Doomed did not even begin to describe a future together with him.
If she told Sabine, “I want to be with a Vrekener,” her sister would have no doubt that Lanthe had been brainwashed. Which would make Sabine and Rydstrom murderous.
How could Lanthe keep them from killing Thronos? Oh, wait—she couldn’t.
A briny gust of wind howled over the flats, chilling her bare skin. To escape her current dismal reality, she lost herself in thoughts of her sister and their new extended family, bracing for homesickness. She missed Sabine to the point of pain. She missed Rydstrom, their bedrock of stability. She missed her gurgling nieces with their downy blond hair and wide violet eyes.
The elder by seconds was called Brianna, Bri for short, and the younger was Alyson, or Aly. Cadeon and Holly had wanted to name their girls after loved ones, but in the end, the appeal of three-syllable names that could be shortened to three-letter nicknames was too overwhelming for Holly (she had an OCD thing for threes, thwarted in itself by twins).
Aly and Bri were little badasses. Everyone had been worried about the Pravus making attempts on their lives—as the vessel of this Accession, Holly had certainly been besieged by them—but there’d been no cause for alarm.

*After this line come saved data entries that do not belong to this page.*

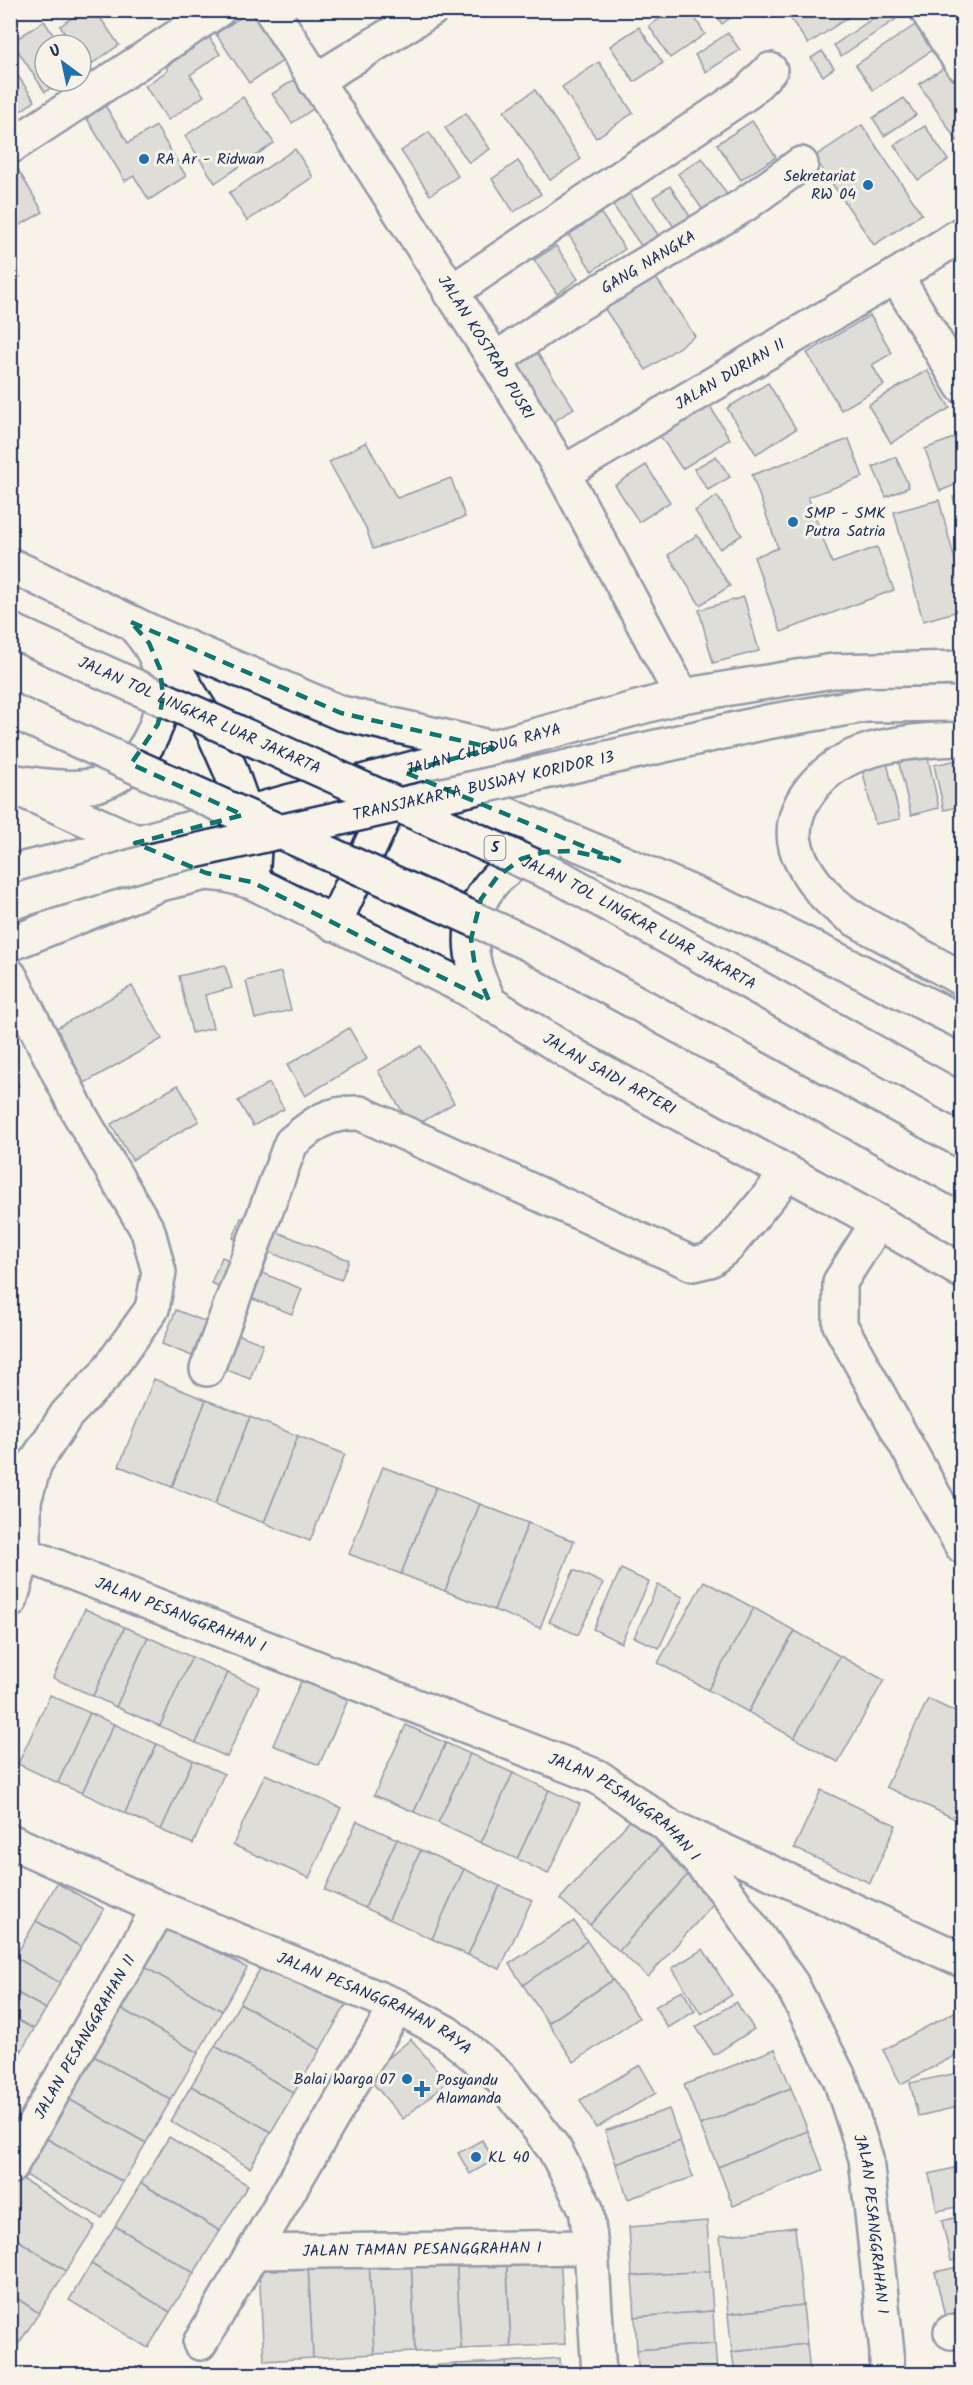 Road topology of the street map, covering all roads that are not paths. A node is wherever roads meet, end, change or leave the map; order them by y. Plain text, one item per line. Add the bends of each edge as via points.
1 (218, 10) edge
2 (271, 10) edge
3 (431, 10) edge
4 (927, 10) edge
5 (963, 64) edge
6 (770, 69) dead end
7 (315, 81) junction
8 (10, 147) edge
9 (801, 164) dead end
10 (963, 234) edge
11 (896, 276) junction
12 (450, 293) junction
13 (495, 360) junction
14 (963, 386) edge
15 (563, 473) junction
16 (10, 565) edge
17 (142, 627) junction
18 (10, 630) edge
19 (963, 668) edge
20 (682, 696) junction
21 (963, 704) edge
22 (10, 710) edge
23 (963, 739) edge
24 (493, 748) junction
25 (404, 772) junction
26 (10, 783) edge
27 (246, 814) junction
28 (135, 843) junction
29 (619, 861) junction
30 (10, 872) edge
31 (206, 873) junction
32 (252, 882) junction
33 (10, 903) edge
34 (334, 924) junction
35 (10, 944) edge
36 (10, 976) edge
37 (963, 979) edge
38 (489, 1001) junction
39 (963, 1022) edge
40 (963, 1101) edge
41 (788, 1173) junction
42 (963, 1181) edge
43 (878, 1222) junction
44 (963, 1272) edge
45 (207, 1369) dead end
46 (963, 1546) edge
47 (24, 1554) junction
48 (10, 1601) edge
49 (667, 1825) junction
50 (10, 1841) edge
51 (159, 1908) junction
52 (963, 1960) edge
53 (397, 2006) junction
54 (10, 2167) edge
55 (591, 2247) junction
56 (254, 2252) junction
57 (200, 2343) dead end
58 (599, 2374) edge
59 (887, 2374) edge

1 - 8 main road
2 - 7 main road, JALAN KOSTRAD PUSRI
3 - 7 main road
4 - 5 main road
6 - 12 main road via 739,98
7 - 12 main road, JALAN KOSTRAD PUSRI
9 - 13 main road, GANG NANGKA via 744,206 652,258
10 - 11 main road, JALAN DURIAN II
11 - 14 main road
11 - 15 main road, JALAN DURIAN II
12 - 13 main road, JALAN KOSTRAD PUSRI
13 - 15 main road, JALAN KOSTRAD PUSRI
15 - 20 main road, JALAN KOSTRAD PUSRI
16 - 17 main road
17 - 24 main road via 341,713
17 - 26 main road via 160,669 163,697 158,724 145,749 126,770 101,783 56,788
17 - 27 main road via 213,733
18 - 40 main road, JALAN TOL LINGKAR LUAR JAKARTA / 5, bridge via 563,879
19 - 20 main road, JALAN CILEDUG RAYA via 833,671
20 - 24 main road, JALAN CILEDUG RAYA
21 - 33 main road, TRANSJAKARTA BUSWAY KORIDOR 13, bridge via 867,705 767,722 150,861
22 - 42 main road, bridge via 529,944
23 - 37 main road via 907,743 858,754 837,765 811,789 796,819 796,845 806,871 825,894 848,915
24 - 25 main road, JALAN CILEDUG RAYA
25 - 27 main road, JALAN CILEDUG RAYA
25 - 29 main road
25 - 34 main road
26 - 28 main road
27 - 28 main road, JALAN CILEDUG RAYA
27 - 32 main road via 254,849
28 - 30 main road, JALAN CILEDUG RAYA
28 - 31 main road
29 - 38 main road via 572,851 544,852 521,859 497,877 481,899 471,939 475,967
29 - 39 main road via 775,929
31 - 32 main road
31 - 35 main road via 160,884
32 - 34 main road, JALAN SAIDI ARTERI
34 - 38 main road, JALAN SAIDI ARTERI
36 - 47 main road via 80,1115 148,1231 159,1272 152,1309 104,1376 67,1414 35,1463 24,1501
38 - 41 main road, JALAN SAIDI ARTERI via 578,1058
41 - 43 main road, JALAN SAIDI ARTERI
41 - 45 main road via 727,1247 710,1260 693,1264 360,1113 319,1120 291,1143
43 - 44 main road, JALAN SAIDI ARTERI
43 - 46 main road via 840,1282 840,1325
47 - 48 main road
47 - 49 main road, JALAN PESANGGRAHAN I via 598,1778
49 - 52 main road
49 - 59 main road, JALAN PESANGGRAHAN I via 724,1888 791,1983 840,2079 866,2158
50 - 51 main road, JALAN PESANGGRAHAN RAYA
51 - 53 main road, JALAN PESANGGRAHAN RAYA
51 - 54 main road, JALAN PESANGGRAHAN II
53 - 55 main road, JALAN PESANGGRAHAN RAYA via 447,2033 500,2077 555,2150 586,2209
53 - 56 main road
55 - 56 main road, JALAN TAMAN PESANGGRAHAN I
55 - 58 main road, JALAN PESANGGRAHAN RAYA
56 - 57 main road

Lanthe’s nieces were super brilliant, could already trace. If they sensed danger—or bath time—they would simply teleport their diapered butts away.

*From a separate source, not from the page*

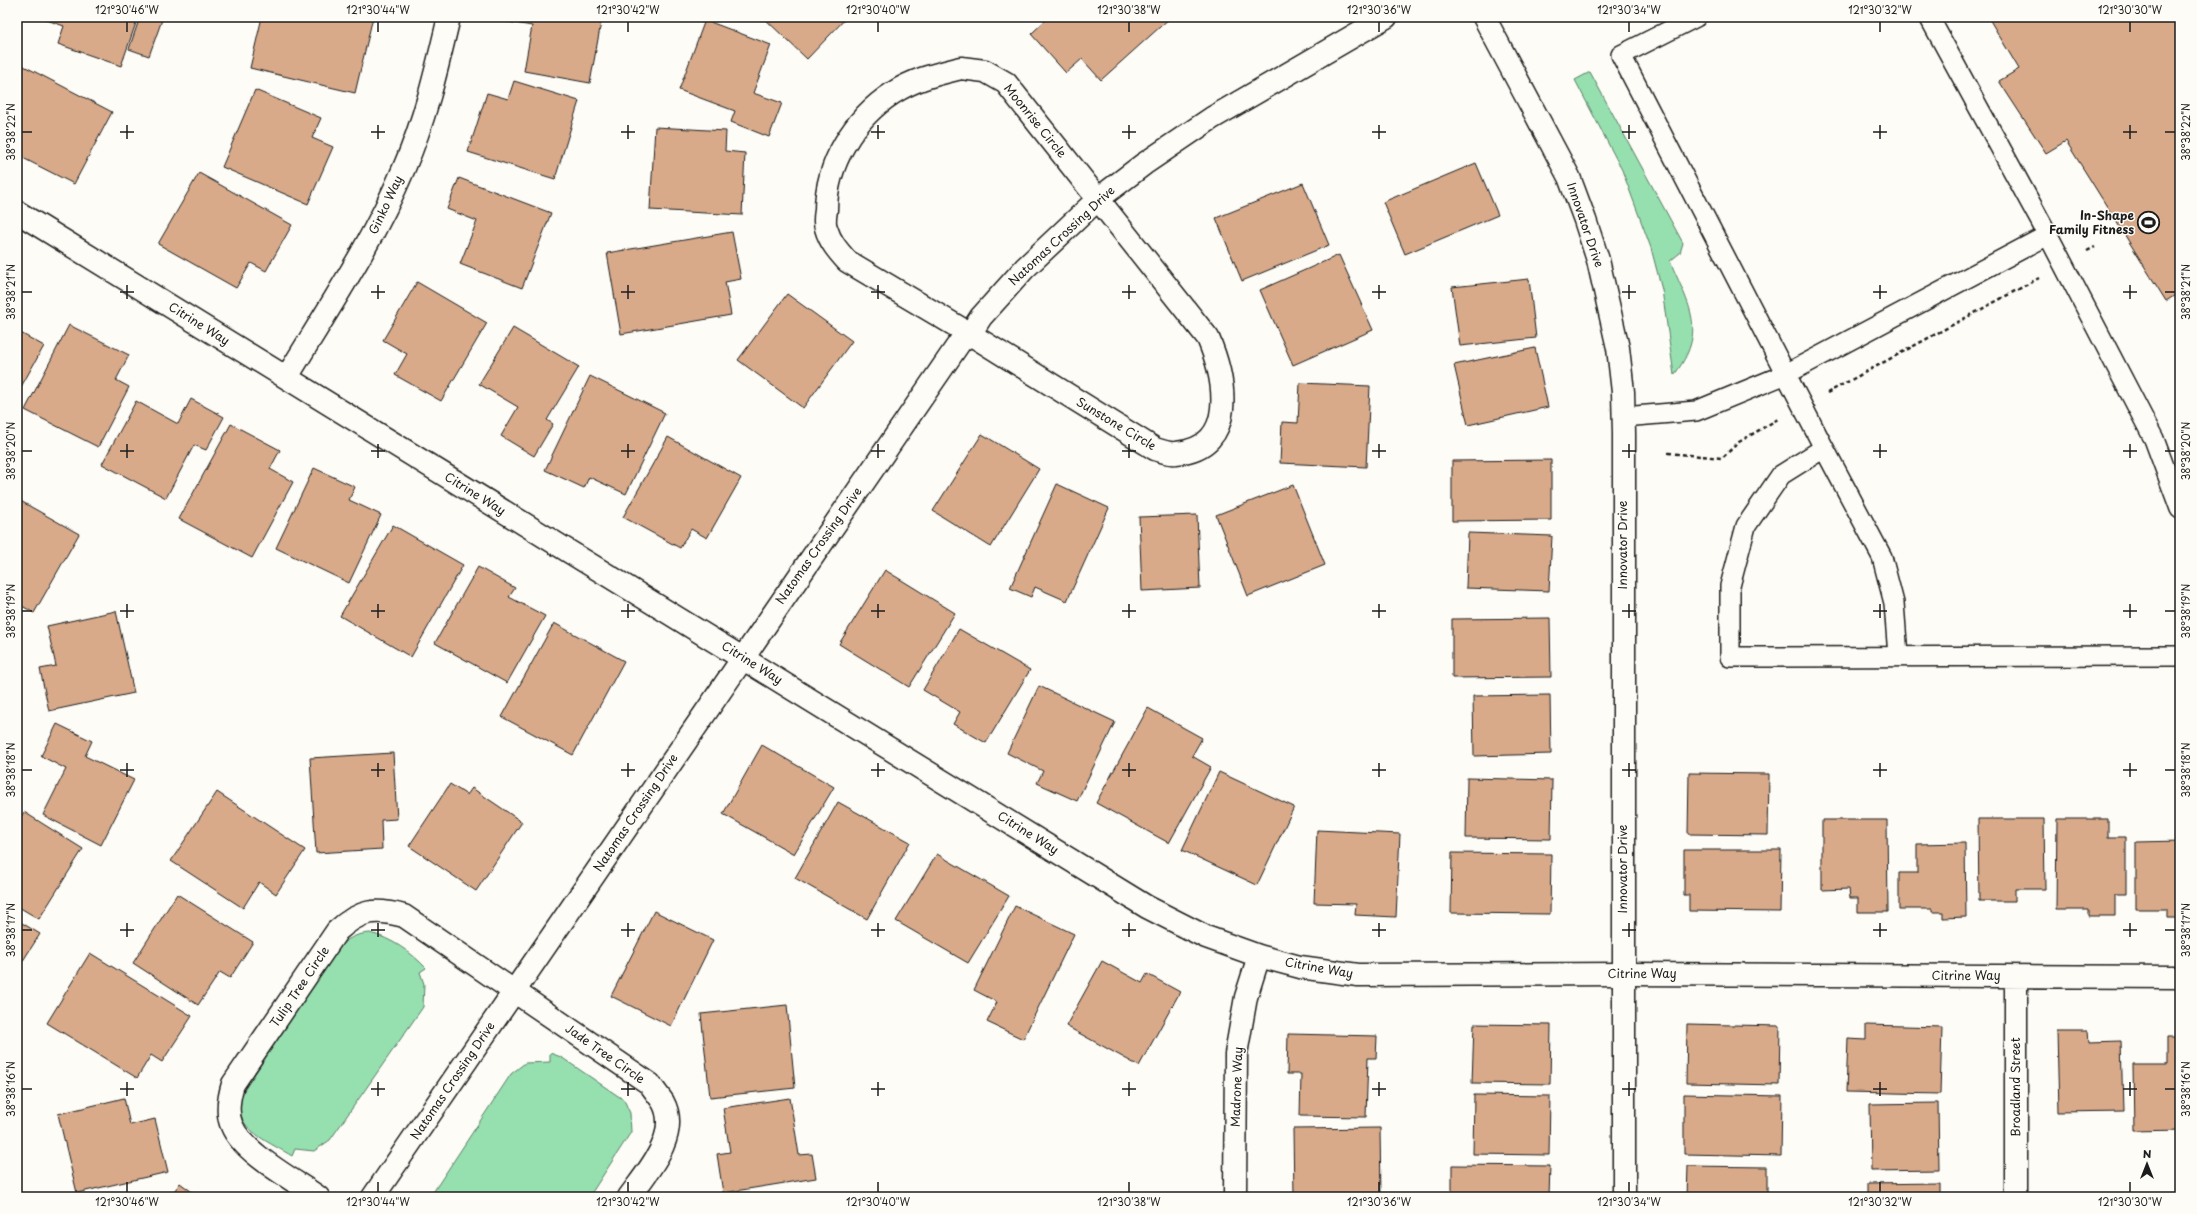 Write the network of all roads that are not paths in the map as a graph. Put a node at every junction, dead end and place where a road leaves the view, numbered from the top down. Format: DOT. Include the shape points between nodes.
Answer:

When hungry, they traced right to their mother’s breast, which still freaked out the rather staid Holly. Cadeon thought it was uproarious, would croon praise to them. The twins and the boobs.
Rydstrom’s ne’er-do-well mercenary brother had finally done well, abandoning his soldier-of-fortune past to build a life and start a family with his mate. Like Rydstrom and Sabine, Cadeon and Holly were as opposite as they could be.
Maybe the differences kept things interesting. Lanthe’s gaze was helplessly drawn to Thronos.
But none of their factions were at war. None of their siblings would want to murder significant others.
She felt . . . despairing over the future. Because she couldn’t have Thronos? She wished she didn’t know how warm his chest was when he held her close—or what it would be like to make love to him.
Lanthe was a sorceress who wanted what she wanted when she wanted it. . . .
Not to be.
Despair promptly turned to resentment. Thronos had done this to her.
Made her wonder. Made her imagine more.
After several minutes of silence, he said, “I can’t stop thinking about Feveris.”
She yanked her hand from his. “Try!” When another gust hit them, she glared at her surroundings and kicked a stone. “This whole ordeal is like motherfucking Time Bandits, and I’m over it!”
“Don’t know who those bandits are, Lanthe.”
“Of course you don’t.” Because he’d never watched a movie in his eternal life.
They had nothing in common, except for some shared childhood experiences and recent hallucinatory orgasms.